First, the CSPDarknet53 [28] is selected as the backbone network, and its structure is shown as Figure 2. It mainly consists of 5 cross stages. In each stage, the input features are downsampled (except Stage 1) and then split into two parts according to the channels. One part passes through a set of “Dark block”, and the other part does nothing. Finally, the two parts are concatenated as the output of the stage. The outputs of 5 stages ($P_1$, $P_2$, $P_3$, $P_4$ and $P_5$) are selected as the output feature maps of the backbone with strides of 1, 2, 4, 8 and 16, respectively.

$$P_1,P_2,P_3,P_4,P_5=Backbone\left(I\right).$$

(4)

Figure 2. Network structure of CSPDarknet53.

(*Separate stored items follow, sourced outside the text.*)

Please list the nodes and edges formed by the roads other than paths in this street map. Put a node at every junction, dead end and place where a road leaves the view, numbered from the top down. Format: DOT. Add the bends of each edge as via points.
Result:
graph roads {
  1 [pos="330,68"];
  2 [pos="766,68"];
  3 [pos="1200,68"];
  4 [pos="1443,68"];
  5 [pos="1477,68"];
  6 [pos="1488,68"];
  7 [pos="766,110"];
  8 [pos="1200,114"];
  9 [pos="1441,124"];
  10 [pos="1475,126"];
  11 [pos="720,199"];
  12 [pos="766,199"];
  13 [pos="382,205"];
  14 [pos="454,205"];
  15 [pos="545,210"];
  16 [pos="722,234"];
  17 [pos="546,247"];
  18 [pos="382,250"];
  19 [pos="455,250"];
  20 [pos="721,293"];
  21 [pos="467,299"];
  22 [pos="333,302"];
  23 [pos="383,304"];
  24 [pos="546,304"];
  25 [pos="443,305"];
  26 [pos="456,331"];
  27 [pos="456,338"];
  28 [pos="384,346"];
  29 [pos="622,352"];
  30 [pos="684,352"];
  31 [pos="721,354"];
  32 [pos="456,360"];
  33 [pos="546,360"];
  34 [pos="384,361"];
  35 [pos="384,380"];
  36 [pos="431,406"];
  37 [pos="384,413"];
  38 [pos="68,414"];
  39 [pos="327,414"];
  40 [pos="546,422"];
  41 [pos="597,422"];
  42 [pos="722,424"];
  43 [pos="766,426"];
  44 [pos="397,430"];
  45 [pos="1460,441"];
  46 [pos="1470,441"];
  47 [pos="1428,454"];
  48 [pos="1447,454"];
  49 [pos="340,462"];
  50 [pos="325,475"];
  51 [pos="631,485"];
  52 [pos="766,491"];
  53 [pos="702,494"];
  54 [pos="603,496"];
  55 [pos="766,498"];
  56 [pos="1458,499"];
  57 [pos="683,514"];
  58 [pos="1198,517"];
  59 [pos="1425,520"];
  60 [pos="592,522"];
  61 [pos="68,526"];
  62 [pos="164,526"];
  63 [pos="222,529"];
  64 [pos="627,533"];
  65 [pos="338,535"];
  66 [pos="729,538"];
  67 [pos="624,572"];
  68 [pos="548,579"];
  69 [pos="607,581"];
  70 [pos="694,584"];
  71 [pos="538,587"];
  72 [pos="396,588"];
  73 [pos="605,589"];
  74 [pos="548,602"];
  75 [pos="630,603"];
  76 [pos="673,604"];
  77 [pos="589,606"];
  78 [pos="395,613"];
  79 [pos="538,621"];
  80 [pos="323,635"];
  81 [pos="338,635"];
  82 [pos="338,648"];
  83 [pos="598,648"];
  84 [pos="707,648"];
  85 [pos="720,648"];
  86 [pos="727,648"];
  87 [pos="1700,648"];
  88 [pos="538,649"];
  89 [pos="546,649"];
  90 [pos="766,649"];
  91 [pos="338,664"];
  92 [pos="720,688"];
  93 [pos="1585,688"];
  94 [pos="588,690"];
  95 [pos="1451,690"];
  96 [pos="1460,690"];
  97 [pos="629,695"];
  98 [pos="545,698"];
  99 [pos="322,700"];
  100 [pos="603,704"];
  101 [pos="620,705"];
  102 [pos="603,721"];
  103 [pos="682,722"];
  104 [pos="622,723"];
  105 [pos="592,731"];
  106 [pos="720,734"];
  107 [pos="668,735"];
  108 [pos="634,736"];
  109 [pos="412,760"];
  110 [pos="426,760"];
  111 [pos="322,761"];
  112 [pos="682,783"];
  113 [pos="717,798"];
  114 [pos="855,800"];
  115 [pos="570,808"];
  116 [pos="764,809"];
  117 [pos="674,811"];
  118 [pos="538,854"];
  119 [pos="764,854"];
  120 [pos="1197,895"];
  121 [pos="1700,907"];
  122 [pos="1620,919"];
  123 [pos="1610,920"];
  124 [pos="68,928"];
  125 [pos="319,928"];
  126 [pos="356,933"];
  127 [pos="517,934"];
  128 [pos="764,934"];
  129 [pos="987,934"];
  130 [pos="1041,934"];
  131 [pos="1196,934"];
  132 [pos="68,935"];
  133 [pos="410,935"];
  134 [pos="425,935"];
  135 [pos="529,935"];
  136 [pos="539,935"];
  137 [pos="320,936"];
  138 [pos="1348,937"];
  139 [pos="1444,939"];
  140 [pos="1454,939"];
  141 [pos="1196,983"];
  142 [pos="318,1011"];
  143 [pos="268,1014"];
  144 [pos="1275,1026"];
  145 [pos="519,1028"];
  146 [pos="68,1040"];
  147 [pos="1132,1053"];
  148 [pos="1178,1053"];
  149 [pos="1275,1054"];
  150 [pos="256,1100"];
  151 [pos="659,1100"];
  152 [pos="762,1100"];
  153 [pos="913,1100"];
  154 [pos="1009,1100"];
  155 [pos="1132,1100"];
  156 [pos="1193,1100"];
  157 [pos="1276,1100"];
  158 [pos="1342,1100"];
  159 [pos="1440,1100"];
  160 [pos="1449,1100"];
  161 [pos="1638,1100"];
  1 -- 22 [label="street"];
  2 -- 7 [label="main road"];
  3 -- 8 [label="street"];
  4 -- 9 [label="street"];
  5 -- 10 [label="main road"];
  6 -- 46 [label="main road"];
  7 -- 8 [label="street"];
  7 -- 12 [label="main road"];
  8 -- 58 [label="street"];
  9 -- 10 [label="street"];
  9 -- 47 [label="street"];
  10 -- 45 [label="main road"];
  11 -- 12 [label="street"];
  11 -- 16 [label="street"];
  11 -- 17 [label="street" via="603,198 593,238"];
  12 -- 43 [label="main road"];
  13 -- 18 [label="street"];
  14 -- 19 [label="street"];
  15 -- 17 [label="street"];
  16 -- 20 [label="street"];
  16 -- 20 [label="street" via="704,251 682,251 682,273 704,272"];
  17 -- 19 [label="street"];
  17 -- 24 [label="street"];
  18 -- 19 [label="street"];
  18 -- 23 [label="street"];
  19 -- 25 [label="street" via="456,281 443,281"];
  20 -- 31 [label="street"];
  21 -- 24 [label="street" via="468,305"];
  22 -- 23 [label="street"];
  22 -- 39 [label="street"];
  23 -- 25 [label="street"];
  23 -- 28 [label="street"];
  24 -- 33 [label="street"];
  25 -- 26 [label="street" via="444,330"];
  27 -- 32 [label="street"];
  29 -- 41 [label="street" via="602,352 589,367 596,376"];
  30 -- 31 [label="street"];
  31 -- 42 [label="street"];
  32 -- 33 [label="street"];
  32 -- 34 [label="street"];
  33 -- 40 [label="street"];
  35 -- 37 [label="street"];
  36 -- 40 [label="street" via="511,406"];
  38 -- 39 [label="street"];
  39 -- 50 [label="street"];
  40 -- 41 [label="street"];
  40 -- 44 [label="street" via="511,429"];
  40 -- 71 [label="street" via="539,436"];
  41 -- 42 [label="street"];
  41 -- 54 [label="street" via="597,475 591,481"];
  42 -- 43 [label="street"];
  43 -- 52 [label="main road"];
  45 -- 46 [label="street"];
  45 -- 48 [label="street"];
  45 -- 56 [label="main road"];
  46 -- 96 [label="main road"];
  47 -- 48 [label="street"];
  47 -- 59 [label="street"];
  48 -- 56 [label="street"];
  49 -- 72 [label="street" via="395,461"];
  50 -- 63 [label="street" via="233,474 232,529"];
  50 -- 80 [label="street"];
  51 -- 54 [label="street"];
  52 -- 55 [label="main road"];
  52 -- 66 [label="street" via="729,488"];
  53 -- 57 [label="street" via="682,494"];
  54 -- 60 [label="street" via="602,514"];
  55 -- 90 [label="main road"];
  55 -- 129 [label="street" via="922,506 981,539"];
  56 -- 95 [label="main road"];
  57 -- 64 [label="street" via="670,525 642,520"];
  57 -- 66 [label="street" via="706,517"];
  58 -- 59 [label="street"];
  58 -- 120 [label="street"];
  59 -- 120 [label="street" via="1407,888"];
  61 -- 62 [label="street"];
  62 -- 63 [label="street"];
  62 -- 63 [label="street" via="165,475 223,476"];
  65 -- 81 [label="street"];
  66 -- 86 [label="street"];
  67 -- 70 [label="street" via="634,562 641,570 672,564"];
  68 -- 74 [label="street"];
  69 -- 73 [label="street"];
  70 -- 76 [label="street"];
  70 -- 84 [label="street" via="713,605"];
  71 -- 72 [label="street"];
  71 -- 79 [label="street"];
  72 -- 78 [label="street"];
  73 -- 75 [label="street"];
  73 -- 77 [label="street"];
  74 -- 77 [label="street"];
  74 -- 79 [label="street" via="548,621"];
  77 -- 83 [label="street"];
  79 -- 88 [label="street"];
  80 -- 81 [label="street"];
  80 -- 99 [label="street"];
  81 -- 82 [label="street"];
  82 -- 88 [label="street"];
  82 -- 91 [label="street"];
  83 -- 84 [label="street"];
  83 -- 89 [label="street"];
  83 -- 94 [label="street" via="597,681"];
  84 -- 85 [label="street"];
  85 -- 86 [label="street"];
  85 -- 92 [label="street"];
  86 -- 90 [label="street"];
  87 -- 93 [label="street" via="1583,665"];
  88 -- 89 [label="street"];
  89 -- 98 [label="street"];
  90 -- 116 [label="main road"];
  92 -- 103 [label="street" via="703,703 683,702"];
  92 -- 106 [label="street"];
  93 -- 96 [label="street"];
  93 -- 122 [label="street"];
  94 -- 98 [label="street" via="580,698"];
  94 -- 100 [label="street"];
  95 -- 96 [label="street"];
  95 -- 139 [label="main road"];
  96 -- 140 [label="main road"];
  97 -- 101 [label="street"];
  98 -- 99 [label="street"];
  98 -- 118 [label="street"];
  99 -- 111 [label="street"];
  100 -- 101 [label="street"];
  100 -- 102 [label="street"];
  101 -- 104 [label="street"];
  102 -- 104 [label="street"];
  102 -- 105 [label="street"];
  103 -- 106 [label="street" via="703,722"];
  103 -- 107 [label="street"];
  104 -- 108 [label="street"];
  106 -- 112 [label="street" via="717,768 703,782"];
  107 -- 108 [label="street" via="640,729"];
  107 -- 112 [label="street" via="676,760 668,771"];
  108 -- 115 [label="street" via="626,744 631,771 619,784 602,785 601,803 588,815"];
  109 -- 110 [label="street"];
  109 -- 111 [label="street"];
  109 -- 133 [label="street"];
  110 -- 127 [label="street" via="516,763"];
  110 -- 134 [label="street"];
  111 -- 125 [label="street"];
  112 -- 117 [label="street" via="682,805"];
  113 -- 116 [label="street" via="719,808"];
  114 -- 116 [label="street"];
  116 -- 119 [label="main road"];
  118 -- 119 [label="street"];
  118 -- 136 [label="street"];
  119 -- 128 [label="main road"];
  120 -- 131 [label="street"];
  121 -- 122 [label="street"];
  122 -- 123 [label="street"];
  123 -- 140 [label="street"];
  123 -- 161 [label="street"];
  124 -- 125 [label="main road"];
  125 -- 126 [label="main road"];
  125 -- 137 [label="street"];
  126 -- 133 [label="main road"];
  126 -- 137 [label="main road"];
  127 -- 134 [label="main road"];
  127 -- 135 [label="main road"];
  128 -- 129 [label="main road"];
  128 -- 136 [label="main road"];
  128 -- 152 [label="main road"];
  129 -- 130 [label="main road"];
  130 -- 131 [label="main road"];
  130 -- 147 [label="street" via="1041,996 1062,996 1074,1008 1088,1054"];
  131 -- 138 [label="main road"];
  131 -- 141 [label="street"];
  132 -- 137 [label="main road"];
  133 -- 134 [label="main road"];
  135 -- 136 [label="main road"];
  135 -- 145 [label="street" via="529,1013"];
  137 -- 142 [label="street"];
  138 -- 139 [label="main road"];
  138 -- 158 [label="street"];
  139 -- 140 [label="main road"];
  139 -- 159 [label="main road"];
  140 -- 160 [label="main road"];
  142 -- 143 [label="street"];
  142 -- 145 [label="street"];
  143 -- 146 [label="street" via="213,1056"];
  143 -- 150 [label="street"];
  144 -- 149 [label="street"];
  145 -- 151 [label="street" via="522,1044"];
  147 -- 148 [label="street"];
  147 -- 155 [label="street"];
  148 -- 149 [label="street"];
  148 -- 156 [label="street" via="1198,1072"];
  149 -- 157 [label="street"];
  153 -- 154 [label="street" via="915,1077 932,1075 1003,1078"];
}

Then, these feature maps are passed through the LSP to obtain an optimised combination of features with different resolutions. In contrast to the basic feature pyramid network, the LSP employs LSUs instead of simple convolution operations. Each LSU accepts and accumulates feature maps from the backbone network and LSUs at deeper levels. The number of channels and resolution of its output are aligned to the channels and resolution of the current stage by $1\times 1$ convolution and upsampling, respectively. An additional LSU is used to accept the output of the LSP and the output fused features to further extend the feature sum-space. Among them, to mitigate the noise caused by upsampling and downsampling, the stride of the fused features is chosen to be 4, and the features of other levels are resolution aligned by downsampling or upsampling,

$$U_1,U_2,U_3,U_4,U_5=LSP(P_1,P_2,P_3,P_4,P_5),$$

(5)

$$U_{fuse}=LSU\left(U_1^{\downarrow 4},U_2^{\downarrow 2},U_3,U_4^{\uparrow 2},U_5^{\uparrow 4}\right).$$

(6)

Finally, the fused features $U_{fuse}$ are upsampled, convolved, and SoftMaxed to output a pixel-level semantic segmentation image of the same size as the input.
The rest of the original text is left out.